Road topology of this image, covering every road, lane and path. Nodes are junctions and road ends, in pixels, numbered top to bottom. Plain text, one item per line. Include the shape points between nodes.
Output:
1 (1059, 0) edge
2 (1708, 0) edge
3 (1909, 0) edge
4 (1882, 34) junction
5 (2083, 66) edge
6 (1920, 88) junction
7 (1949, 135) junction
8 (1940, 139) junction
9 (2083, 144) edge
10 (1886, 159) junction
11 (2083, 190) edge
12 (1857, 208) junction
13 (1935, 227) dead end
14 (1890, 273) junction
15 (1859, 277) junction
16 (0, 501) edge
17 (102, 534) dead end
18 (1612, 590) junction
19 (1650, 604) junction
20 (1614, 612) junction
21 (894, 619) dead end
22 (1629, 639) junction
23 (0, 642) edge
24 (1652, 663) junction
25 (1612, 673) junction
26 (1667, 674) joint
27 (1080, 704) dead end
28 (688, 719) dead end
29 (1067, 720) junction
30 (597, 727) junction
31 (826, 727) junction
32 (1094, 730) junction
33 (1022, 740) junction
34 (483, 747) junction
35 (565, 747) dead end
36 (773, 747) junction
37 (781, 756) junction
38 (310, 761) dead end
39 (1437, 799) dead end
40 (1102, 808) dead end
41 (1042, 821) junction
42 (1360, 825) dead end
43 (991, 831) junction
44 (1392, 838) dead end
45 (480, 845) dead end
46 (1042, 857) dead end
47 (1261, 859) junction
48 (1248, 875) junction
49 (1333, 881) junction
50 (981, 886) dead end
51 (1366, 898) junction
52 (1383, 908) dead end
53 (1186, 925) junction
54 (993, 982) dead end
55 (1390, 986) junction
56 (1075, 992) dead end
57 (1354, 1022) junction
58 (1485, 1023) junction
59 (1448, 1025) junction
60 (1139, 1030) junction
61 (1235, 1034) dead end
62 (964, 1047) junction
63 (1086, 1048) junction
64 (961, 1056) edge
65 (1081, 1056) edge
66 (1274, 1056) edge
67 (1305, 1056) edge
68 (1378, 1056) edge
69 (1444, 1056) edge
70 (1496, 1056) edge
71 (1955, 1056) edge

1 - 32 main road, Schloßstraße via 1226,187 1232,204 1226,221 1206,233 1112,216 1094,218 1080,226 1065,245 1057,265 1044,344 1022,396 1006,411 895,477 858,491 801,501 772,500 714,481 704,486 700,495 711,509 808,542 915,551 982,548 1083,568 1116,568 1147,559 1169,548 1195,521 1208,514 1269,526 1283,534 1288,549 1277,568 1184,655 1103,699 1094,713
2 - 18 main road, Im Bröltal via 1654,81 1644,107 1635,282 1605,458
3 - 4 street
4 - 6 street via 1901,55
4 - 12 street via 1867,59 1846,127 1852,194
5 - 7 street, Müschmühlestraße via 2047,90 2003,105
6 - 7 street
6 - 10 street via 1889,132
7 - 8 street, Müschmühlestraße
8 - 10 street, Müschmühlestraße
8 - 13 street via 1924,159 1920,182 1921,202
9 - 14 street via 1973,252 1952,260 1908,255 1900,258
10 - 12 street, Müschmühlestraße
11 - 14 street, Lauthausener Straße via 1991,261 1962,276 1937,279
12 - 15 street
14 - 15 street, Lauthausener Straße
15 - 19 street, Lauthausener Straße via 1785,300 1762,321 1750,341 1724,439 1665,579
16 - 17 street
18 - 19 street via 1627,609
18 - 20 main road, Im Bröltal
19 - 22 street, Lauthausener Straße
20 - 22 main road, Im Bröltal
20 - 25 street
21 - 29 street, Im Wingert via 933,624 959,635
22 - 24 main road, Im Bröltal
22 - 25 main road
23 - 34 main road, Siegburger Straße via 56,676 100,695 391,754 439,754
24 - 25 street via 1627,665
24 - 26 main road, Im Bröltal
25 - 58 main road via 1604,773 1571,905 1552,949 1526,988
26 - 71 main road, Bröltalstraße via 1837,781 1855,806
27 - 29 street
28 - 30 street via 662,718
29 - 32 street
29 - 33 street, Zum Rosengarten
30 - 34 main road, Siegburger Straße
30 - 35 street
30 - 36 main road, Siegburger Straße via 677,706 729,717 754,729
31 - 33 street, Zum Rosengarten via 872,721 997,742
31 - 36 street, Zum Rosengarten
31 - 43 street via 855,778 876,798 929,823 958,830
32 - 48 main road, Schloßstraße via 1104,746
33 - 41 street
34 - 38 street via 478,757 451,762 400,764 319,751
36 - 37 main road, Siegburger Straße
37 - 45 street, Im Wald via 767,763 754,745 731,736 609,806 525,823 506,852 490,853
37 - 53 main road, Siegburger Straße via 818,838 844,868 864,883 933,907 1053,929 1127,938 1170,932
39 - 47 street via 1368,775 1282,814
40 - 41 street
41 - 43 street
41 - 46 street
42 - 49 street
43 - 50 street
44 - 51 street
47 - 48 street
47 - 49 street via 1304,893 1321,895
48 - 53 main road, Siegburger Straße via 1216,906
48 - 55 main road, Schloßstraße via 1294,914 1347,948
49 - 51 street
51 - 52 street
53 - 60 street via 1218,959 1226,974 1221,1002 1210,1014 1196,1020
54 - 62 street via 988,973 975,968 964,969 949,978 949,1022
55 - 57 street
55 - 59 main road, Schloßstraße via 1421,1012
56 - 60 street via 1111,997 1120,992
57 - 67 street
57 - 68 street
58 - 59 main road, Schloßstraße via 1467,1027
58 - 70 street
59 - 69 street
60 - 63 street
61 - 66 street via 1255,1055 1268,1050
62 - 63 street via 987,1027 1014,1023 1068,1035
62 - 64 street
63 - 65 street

[Task]: Print the entries once more, character for character.

[Expected output]:
Road topology of this image, covering every road, lane and path. Nodes are junctions and road ends, in pixels, numbered top to bottom. Plain text, one item per line. Include the shape points between nodes.
Output:
1 (1059, 0) edge
2 (1708, 0) edge
3 (1909, 0) edge
4 (1882, 34) junction
5 (2083, 66) edge
6 (1920, 88) junction
7 (1949, 135) junction
8 (1940, 139) junction
9 (2083, 144) edge
10 (1886, 159) junction
11 (2083, 190) edge
12 (1857, 208) junction
13 (1935, 227) dead end
14 (1890, 273) junction
15 (1859, 277) junction
16 (0, 501) edge
17 (102, 534) dead end
18 (1612, 590) junction
19 (1650, 604) junction
20 (1614, 612) junction
21 (894, 619) dead end
22 (1629, 639) junction
23 (0, 642) edge
24 (1652, 663) junction
25 (1612, 673) junction
26 (1667, 674) joint
27 (1080, 704) dead end
28 (688, 719) dead end
29 (1067, 720) junction
30 (597, 727) junction
31 (826, 727) junction
32 (1094, 730) junction
33 (1022, 740) junction
34 (483, 747) junction
35 (565, 747) dead end
36 (773, 747) junction
37 (781, 756) junction
38 (310, 761) dead end
39 (1437, 799) dead end
40 (1102, 808) dead end
41 (1042, 821) junction
42 (1360, 825) dead end
43 (991, 831) junction
44 (1392, 838) dead end
45 (480, 845) dead end
46 (1042, 857) dead end
47 (1261, 859) junction
48 (1248, 875) junction
49 (1333, 881) junction
50 (981, 886) dead end
51 (1366, 898) junction
52 (1383, 908) dead end
53 (1186, 925) junction
54 (993, 982) dead end
55 (1390, 986) junction
56 (1075, 992) dead end
57 (1354, 1022) junction
58 (1485, 1023) junction
59 (1448, 1025) junction
60 (1139, 1030) junction
61 (1235, 1034) dead end
62 (964, 1047) junction
63 (1086, 1048) junction
64 (961, 1056) edge
65 (1081, 1056) edge
66 (1274, 1056) edge
67 (1305, 1056) edge
68 (1378, 1056) edge
69 (1444, 1056) edge
70 (1496, 1056) edge
71 (1955, 1056) edge

1 - 32 main road, Schloßstraße via 1226,187 1232,204 1226,221 1206,233 1112,216 1094,218 1080,226 1065,245 1057,265 1044,344 1022,396 1006,411 895,477 858,491 801,501 772,500 714,481 704,486 700,495 711,509 808,542 915,551 982,548 1083,568 1116,568 1147,559 1169,548 1195,521 1208,514 1269,526 1283,534 1288,549 1277,568 1184,655 1103,699 1094,713
2 - 18 main road, Im Bröltal via 1654,81 1644,107 1635,282 1605,458
3 - 4 street
4 - 6 street via 1901,55
4 - 12 street via 1867,59 1846,127 1852,194
5 - 7 street, Müschmühlestraße via 2047,90 2003,105
6 - 7 street
6 - 10 street via 1889,132
7 - 8 street, Müschmühlestraße
8 - 10 street, Müschmühlestraße
8 - 13 street via 1924,159 1920,182 1921,202
9 - 14 street via 1973,252 1952,260 1908,255 1900,258
10 - 12 street, Müschmühlestraße
11 - 14 street, Lauthausener Straße via 1991,261 1962,276 1937,279
12 - 15 street
14 - 15 street, Lauthausener Straße
15 - 19 street, Lauthausener Straße via 1785,300 1762,321 1750,341 1724,439 1665,579
16 - 17 street
18 - 19 street via 1627,609
18 - 20 main road, Im Bröltal
19 - 22 street, Lauthausener Straße
20 - 22 main road, Im Bröltal
20 - 25 street
21 - 29 street, Im Wingert via 933,624 959,635
22 - 24 main road, Im Bröltal
22 - 25 main road
23 - 34 main road, Siegburger Straße via 56,676 100,695 391,754 439,754
24 - 25 street via 1627,665
24 - 26 main road, Im Bröltal
25 - 58 main road via 1604,773 1571,905 1552,949 1526,988
26 - 71 main road, Bröltalstraße via 1837,781 1855,806
27 - 29 street
28 - 30 street via 662,718
29 - 32 street
29 - 33 street, Zum Rosengarten
30 - 34 main road, Siegburger Straße
30 - 35 street
30 - 36 main road, Siegburger Straße via 677,706 729,717 754,729
31 - 33 street, Zum Rosengarten via 872,721 997,742
31 - 36 street, Zum Rosengarten
31 - 43 street via 855,778 876,798 929,823 958,830
32 - 48 main road, Schloßstraße via 1104,746
33 - 41 street
34 - 38 street via 478,757 451,762 400,764 319,751
36 - 37 main road, Siegburger Straße
37 - 45 street, Im Wald via 767,763 754,745 731,736 609,806 525,823 506,852 490,853
37 - 53 main road, Siegburger Straße via 818,838 844,868 864,883 933,907 1053,929 1127,938 1170,932
39 - 47 street via 1368,775 1282,814
40 - 41 street
41 - 43 street
41 - 46 street
42 - 49 street
43 - 50 street
44 - 51 street
47 - 48 street
47 - 49 street via 1304,893 1321,895
48 - 53 main road, Siegburger Straße via 1216,906
48 - 55 main road, Schloßstraße via 1294,914 1347,948
49 - 51 street
51 - 52 street
53 - 60 street via 1218,959 1226,974 1221,1002 1210,1014 1196,1020
54 - 62 street via 988,973 975,968 964,969 949,978 949,1022
55 - 57 street
55 - 59 main road, Schloßstraße via 1421,1012
56 - 60 street via 1111,997 1120,992
57 - 67 street
57 - 68 street
58 - 59 main road, Schloßstraße via 1467,1027
58 - 70 street
59 - 69 street
60 - 63 street
61 - 66 street via 1255,1055 1268,1050
62 - 63 street via 987,1027 1014,1023 1068,1035
62 - 64 street
63 - 65 street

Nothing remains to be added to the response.